__Excerpted data__:

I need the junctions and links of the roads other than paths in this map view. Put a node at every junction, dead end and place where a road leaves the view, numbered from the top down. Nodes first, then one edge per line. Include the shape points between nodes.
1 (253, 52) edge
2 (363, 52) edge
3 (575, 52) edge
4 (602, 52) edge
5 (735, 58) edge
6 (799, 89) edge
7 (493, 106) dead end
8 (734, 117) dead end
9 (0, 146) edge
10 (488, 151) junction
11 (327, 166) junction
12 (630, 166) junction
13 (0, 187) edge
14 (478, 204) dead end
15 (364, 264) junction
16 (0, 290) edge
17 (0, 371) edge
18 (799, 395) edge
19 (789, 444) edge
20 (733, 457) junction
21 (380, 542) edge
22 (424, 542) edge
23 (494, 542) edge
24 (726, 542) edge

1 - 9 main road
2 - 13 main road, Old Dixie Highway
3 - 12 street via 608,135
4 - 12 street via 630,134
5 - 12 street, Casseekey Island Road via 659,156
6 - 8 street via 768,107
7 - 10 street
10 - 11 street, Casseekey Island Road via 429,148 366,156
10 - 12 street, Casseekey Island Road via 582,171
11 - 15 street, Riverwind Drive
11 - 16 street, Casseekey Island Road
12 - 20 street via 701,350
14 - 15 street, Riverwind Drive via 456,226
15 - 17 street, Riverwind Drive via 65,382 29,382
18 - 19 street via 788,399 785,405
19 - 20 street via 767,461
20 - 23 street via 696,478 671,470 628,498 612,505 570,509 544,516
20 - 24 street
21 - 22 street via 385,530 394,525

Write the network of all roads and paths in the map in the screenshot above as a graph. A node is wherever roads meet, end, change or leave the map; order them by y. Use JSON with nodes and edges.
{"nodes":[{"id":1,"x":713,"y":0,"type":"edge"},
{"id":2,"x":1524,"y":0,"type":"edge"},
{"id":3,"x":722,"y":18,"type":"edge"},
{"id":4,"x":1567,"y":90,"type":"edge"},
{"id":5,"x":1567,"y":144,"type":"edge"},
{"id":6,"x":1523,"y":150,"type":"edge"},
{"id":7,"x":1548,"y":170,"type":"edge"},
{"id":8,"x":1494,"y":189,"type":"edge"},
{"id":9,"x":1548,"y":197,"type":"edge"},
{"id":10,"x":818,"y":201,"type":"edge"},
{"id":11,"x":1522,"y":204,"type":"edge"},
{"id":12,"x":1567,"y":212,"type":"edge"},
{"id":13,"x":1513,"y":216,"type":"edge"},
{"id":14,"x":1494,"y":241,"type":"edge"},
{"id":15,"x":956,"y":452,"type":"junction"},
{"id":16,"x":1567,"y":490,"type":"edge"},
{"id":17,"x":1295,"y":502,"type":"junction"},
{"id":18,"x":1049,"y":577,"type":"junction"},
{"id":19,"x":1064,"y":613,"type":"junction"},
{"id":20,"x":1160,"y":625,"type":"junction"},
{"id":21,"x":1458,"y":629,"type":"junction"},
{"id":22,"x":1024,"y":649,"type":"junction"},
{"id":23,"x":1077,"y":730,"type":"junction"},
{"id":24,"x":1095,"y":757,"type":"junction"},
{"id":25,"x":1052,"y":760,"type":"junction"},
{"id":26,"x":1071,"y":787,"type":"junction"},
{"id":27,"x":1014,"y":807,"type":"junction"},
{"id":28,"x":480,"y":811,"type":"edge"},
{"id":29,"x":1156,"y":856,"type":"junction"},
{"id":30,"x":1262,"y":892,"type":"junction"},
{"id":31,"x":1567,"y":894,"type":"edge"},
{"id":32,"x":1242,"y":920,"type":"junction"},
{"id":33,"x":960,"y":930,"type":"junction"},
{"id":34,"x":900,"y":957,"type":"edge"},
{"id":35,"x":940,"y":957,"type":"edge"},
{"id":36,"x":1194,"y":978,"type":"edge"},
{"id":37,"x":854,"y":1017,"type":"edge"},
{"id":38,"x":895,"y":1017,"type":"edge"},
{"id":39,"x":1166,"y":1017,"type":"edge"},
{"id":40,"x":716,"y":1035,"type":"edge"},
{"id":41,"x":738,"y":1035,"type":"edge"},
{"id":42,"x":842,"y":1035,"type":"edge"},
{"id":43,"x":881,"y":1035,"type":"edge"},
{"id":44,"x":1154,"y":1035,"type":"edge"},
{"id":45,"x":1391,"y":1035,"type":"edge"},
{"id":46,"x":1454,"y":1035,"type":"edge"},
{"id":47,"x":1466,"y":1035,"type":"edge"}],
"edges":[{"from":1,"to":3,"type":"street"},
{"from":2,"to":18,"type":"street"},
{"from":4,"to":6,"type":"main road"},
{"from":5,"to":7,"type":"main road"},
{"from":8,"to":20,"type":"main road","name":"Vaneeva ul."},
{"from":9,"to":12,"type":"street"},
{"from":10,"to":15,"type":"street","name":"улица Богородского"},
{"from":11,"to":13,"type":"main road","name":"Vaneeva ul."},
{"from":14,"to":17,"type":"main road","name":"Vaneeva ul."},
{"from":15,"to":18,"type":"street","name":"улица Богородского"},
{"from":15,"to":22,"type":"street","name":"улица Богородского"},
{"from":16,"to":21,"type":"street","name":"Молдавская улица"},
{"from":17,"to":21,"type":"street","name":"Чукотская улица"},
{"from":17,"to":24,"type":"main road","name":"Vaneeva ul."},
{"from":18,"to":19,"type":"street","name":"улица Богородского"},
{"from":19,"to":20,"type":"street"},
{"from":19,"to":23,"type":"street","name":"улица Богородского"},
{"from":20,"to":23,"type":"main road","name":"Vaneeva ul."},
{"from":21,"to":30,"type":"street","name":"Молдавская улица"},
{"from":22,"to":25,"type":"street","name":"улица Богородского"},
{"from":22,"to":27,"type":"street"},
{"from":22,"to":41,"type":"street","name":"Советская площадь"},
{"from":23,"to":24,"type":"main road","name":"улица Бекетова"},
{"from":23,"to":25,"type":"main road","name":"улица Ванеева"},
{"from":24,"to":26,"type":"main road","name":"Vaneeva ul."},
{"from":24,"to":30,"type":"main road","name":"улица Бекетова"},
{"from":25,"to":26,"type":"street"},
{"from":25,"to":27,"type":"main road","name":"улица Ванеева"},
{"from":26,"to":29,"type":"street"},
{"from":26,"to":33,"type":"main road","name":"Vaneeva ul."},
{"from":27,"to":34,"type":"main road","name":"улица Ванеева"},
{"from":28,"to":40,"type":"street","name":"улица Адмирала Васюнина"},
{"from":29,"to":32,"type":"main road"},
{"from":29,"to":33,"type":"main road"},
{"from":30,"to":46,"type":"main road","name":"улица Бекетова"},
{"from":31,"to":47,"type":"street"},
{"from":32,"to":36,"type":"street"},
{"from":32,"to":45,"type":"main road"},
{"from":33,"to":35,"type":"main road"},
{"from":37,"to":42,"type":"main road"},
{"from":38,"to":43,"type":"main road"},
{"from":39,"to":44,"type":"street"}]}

__Problem description__: Would you write out the whole listing word for word?

__The answer__:
I need the junctions and links of the roads other than paths in this map view. Put a node at every junction, dead end and place where a road leaves the view, numbered from the top down. Nodes first, then one edge per line. Include the shape points between nodes.
1 (253, 52) edge
2 (363, 52) edge
3 (575, 52) edge
4 (602, 52) edge
5 (735, 58) edge
6 (799, 89) edge
7 (493, 106) dead end
8 (734, 117) dead end
9 (0, 146) edge
10 (488, 151) junction
11 (327, 166) junction
12 (630, 166) junction
13 (0, 187) edge
14 (478, 204) dead end
15 (364, 264) junction
16 (0, 290) edge
17 (0, 371) edge
18 (799, 395) edge
19 (789, 444) edge
20 (733, 457) junction
21 (380, 542) edge
22 (424, 542) edge
23 (494, 542) edge
24 (726, 542) edge

1 - 9 main road
2 - 13 main road, Old Dixie Highway
3 - 12 street via 608,135
4 - 12 street via 630,134
5 - 12 street, Casseekey Island Road via 659,156
6 - 8 street via 768,107
7 - 10 street
10 - 11 street, Casseekey Island Road via 429,148 366,156
10 - 12 street, Casseekey Island Road via 582,171
11 - 15 street, Riverwind Drive
11 - 16 street, Casseekey Island Road
12 - 20 street via 701,350
14 - 15 street, Riverwind Drive via 456,226
15 - 17 street, Riverwind Drive via 65,382 29,382
18 - 19 street via 788,399 785,405
19 - 20 street via 767,461
20 - 23 street via 696,478 671,470 628,498 612,505 570,509 544,516
20 - 24 street
21 - 22 street via 385,530 394,525

Write the network of all roads and paths in the map in the screenshot above as a graph. A node is wherever roads meet, end, change or leave the map; order them by y. Use JSON with nodes and edges.
{"nodes":[{"id":1,"x":713,"y":0,"type":"edge"},
{"id":2,"x":1524,"y":0,"type":"edge"},
{"id":3,"x":722,"y":18,"type":"edge"},
{"id":4,"x":1567,"y":90,"type":"edge"},
{"id":5,"x":1567,"y":144,"type":"edge"},
{"id":6,"x":1523,"y":150,"type":"edge"},
{"id":7,"x":1548,"y":170,"type":"edge"},
{"id":8,"x":1494,"y":189,"type":"edge"},
{"id":9,"x":1548,"y":197,"type":"edge"},
{"id":10,"x":818,"y":201,"type":"edge"},
{"id":11,"x":1522,"y":204,"type":"edge"},
{"id":12,"x":1567,"y":212,"type":"edge"},
{"id":13,"x":1513,"y":216,"type":"edge"},
{"id":14,"x":1494,"y":241,"type":"edge"},
{"id":15,"x":956,"y":452,"type":"junction"},
{"id":16,"x":1567,"y":490,"type":"edge"},
{"id":17,"x":1295,"y":502,"type":"junction"},
{"id":18,"x":1049,"y":577,"type":"junction"},
{"id":19,"x":1064,"y":613,"type":"junction"},
{"id":20,"x":1160,"y":625,"type":"junction"},
{"id":21,"x":1458,"y":629,"type":"junction"},
{"id":22,"x":1024,"y":649,"type":"junction"},
{"id":23,"x":1077,"y":730,"type":"junction"},
{"id":24,"x":1095,"y":757,"type":"junction"},
{"id":25,"x":1052,"y":760,"type":"junction"},
{"id":26,"x":1071,"y":787,"type":"junction"},
{"id":27,"x":1014,"y":807,"type":"junction"},
{"id":28,"x":480,"y":811,"type":"edge"},
{"id":29,"x":1156,"y":856,"type":"junction"},
{"id":30,"x":1262,"y":892,"type":"junction"},
{"id":31,"x":1567,"y":894,"type":"edge"},
{"id":32,"x":1242,"y":920,"type":"junction"},
{"id":33,"x":960,"y":930,"type":"junction"},
{"id":34,"x":900,"y":957,"type":"edge"},
{"id":35,"x":940,"y":957,"type":"edge"},
{"id":36,"x":1194,"y":978,"type":"edge"},
{"id":37,"x":854,"y":1017,"type":"edge"},
{"id":38,"x":895,"y":1017,"type":"edge"},
{"id":39,"x":1166,"y":1017,"type":"edge"},
{"id":40,"x":716,"y":1035,"type":"edge"},
{"id":41,"x":738,"y":1035,"type":"edge"},
{"id":42,"x":842,"y":1035,"type":"edge"},
{"id":43,"x":881,"y":1035,"type":"edge"},
{"id":44,"x":1154,"y":1035,"type":"edge"},
{"id":45,"x":1391,"y":1035,"type":"edge"},
{"id":46,"x":1454,"y":1035,"type":"edge"},
{"id":47,"x":1466,"y":1035,"type":"edge"}],
"edges":[{"from":1,"to":3,"type":"street"},
{"from":2,"to":18,"type":"street"},
{"from":4,"to":6,"type":"main road"},
{"from":5,"to":7,"type":"main road"},
{"from":8,"to":20,"type":"main road","name":"Vaneeva ul."},
{"from":9,"to":12,"type":"street"},
{"from":10,"to":15,"type":"street","name":"улица Богородского"},
{"from":11,"to":13,"type":"main road","name":"Vaneeva ul."},
{"from":14,"to":17,"type":"main road","name":"Vaneeva ul."},
{"from":15,"to":18,"type":"street","name":"улица Богородского"},
{"from":15,"to":22,"type":"street","name":"улица Богородского"},
{"from":16,"to":21,"type":"street","name":"Молдавская улица"},
{"from":17,"to":21,"type":"street","name":"Чукотская улица"},
{"from":17,"to":24,"type":"main road","name":"Vaneeva ul."},
{"from":18,"to":19,"type":"street","name":"улица Богородского"},
{"from":19,"to":20,"type":"street"},
{"from":19,"to":23,"type":"street","name":"улица Богородского"},
{"from":20,"to":23,"type":"main road","name":"Vaneeva ul."},
{"from":21,"to":30,"type":"street","name":"Молдавская улица"},
{"from":22,"to":25,"type":"street","name":"улица Богородского"},
{"from":22,"to":27,"type":"street"},
{"from":22,"to":41,"type":"street","name":"Советская площадь"},
{"from":23,"to":24,"type":"main road","name":"улица Бекетова"},
{"from":23,"to":25,"type":"main road","name":"улица Ванеева"},
{"from":24,"to":26,"type":"main road","name":"Vaneeva ul."},
{"from":24,"to":30,"type":"main road","name":"улица Бекетова"},
{"from":25,"to":26,"type":"street"},
{"from":25,"to":27,"type":"main road","name":"улица Ванеева"},
{"from":26,"to":29,"type":"street"},
{"from":26,"to":33,"type":"main road","name":"Vaneeva ul."},
{"from":27,"to":34,"type":"main road","name":"улица Ванеева"},
{"from":28,"to":40,"type":"street","name":"улица Адмирала Васюнина"},
{"from":29,"to":32,"type":"main road"},
{"from":29,"to":33,"type":"main road"},
{"from":30,"to":46,"type":"main road","name":"улица Бекетова"},
{"from":31,"to":47,"type":"street"},
{"from":32,"to":36,"type":"street"},
{"from":32,"to":45,"type":"main road"},
{"from":33,"to":35,"type":"main road"},
{"from":37,"to":42,"type":"main road"},
{"from":38,"to":43,"type":"main road"},
{"from":39,"to":44,"type":"street"}]}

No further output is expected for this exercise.